Your instructions. Within the data beneath, some lines may hold the word "label". Give the number of those lines and nothing else.

Dataset excerpts.

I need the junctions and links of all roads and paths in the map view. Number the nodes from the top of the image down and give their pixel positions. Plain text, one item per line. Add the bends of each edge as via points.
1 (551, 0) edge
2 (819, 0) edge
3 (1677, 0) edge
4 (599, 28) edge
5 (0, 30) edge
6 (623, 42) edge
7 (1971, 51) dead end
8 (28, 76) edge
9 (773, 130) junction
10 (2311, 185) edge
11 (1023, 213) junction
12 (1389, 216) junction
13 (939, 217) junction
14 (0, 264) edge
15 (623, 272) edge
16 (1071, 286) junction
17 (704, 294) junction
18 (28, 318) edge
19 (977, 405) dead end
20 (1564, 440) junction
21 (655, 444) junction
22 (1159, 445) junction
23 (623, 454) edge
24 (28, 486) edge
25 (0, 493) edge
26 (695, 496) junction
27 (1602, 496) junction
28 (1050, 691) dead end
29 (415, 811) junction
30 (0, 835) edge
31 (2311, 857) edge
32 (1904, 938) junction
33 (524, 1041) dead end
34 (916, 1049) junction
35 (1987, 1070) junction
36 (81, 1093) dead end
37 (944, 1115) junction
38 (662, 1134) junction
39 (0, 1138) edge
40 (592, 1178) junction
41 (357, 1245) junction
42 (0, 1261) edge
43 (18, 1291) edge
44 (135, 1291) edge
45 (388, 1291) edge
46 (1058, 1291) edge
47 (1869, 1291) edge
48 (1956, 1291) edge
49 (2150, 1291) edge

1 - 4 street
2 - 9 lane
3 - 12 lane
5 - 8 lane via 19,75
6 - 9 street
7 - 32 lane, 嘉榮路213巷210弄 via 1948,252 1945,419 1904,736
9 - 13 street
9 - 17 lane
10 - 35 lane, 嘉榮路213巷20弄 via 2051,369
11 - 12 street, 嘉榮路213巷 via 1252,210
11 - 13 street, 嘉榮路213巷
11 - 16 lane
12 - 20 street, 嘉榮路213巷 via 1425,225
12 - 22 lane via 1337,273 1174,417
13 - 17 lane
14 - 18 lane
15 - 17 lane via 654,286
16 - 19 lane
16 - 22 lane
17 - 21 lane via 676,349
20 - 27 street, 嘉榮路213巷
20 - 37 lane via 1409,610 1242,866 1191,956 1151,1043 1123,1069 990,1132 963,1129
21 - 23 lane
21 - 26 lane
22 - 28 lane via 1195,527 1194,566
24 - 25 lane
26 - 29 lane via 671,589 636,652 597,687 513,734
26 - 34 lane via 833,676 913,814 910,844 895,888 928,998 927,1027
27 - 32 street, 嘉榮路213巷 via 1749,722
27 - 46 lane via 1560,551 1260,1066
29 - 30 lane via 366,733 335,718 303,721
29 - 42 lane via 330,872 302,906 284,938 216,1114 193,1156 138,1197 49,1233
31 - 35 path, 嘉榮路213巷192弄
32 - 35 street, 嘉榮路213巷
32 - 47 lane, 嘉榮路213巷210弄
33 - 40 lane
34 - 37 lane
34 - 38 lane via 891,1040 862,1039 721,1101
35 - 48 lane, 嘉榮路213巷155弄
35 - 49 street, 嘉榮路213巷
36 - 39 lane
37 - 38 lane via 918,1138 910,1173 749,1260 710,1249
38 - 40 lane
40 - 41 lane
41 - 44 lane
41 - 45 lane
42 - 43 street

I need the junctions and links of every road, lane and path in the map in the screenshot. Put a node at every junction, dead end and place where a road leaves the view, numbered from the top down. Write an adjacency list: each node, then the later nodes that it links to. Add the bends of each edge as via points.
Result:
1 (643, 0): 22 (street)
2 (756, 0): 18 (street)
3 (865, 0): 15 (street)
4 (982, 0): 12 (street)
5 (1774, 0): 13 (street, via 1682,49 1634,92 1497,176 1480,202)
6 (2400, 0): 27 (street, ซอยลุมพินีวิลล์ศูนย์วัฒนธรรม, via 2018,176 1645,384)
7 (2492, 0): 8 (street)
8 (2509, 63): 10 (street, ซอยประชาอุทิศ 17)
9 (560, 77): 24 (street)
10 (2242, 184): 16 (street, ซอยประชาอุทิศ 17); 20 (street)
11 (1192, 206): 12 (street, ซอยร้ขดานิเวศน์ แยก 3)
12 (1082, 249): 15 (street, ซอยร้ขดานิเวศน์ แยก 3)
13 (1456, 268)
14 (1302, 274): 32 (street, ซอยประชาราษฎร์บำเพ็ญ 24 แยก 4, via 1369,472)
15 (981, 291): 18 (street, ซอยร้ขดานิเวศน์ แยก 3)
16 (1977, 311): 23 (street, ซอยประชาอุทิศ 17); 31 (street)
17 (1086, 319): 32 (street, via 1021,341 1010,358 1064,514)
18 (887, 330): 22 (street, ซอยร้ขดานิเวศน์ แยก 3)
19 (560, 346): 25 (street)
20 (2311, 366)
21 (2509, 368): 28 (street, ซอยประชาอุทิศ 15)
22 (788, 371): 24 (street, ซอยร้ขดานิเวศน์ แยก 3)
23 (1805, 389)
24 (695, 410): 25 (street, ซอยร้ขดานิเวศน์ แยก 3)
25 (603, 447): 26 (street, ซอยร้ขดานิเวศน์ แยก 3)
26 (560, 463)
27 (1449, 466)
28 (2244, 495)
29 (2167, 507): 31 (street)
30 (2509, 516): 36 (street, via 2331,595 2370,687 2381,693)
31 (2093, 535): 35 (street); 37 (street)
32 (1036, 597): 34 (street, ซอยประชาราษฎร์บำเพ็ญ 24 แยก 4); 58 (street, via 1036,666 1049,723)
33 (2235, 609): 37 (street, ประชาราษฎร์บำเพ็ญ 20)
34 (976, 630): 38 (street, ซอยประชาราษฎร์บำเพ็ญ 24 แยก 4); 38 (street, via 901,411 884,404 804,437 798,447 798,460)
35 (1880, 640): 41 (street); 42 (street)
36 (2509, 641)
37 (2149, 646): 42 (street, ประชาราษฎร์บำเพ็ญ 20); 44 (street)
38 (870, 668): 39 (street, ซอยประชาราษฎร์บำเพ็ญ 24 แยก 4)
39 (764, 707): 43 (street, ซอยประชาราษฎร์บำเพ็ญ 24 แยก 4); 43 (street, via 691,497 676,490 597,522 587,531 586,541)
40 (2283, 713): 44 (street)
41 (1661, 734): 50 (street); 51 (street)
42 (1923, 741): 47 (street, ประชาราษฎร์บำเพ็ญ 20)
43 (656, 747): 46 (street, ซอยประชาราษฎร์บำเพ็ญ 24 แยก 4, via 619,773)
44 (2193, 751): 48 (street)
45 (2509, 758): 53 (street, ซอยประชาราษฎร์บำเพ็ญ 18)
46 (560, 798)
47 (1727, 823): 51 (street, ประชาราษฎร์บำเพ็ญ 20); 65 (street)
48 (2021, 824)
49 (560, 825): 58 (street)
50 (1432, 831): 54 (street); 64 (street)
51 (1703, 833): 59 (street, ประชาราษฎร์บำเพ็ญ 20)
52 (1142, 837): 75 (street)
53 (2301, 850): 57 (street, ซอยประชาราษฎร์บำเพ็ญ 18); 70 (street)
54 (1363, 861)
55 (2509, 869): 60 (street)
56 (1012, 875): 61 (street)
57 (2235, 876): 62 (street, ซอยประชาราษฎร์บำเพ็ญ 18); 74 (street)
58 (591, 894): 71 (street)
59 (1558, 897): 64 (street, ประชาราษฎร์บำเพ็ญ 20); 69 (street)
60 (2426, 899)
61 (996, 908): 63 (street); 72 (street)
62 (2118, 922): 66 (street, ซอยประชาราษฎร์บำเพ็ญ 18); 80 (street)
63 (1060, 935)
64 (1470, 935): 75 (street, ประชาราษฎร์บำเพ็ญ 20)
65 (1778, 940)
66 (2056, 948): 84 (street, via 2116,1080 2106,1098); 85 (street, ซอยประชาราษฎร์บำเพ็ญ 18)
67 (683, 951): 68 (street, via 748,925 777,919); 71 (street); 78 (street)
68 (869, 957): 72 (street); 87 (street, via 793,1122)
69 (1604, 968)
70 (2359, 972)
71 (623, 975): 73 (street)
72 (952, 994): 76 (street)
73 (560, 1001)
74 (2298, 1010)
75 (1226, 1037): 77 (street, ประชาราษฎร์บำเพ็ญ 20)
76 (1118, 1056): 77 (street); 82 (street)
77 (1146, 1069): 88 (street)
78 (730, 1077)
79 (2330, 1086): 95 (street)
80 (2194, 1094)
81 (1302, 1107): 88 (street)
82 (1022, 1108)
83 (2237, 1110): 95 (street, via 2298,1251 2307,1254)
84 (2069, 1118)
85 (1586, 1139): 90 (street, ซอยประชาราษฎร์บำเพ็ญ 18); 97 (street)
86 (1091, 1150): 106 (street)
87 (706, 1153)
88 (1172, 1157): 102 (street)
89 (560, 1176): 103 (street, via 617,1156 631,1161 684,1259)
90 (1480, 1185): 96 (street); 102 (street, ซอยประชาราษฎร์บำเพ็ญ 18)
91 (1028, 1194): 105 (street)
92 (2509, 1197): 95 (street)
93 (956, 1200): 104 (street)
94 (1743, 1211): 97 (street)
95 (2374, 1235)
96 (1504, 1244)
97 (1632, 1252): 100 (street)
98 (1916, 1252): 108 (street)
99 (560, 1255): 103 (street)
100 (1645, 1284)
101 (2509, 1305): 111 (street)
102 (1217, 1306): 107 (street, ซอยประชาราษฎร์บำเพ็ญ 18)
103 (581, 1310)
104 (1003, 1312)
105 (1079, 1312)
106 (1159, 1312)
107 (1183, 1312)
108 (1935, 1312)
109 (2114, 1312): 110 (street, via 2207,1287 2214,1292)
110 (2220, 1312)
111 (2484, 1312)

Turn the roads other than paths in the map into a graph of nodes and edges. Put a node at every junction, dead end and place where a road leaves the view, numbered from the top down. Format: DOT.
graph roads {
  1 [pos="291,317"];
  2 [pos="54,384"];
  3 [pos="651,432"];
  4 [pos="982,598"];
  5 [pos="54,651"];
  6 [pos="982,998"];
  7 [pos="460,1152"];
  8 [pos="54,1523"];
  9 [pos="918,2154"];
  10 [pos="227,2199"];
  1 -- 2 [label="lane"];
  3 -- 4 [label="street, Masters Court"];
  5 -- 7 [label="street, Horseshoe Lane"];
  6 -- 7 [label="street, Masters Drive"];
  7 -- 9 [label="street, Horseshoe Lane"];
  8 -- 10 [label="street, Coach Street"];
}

Task result. 6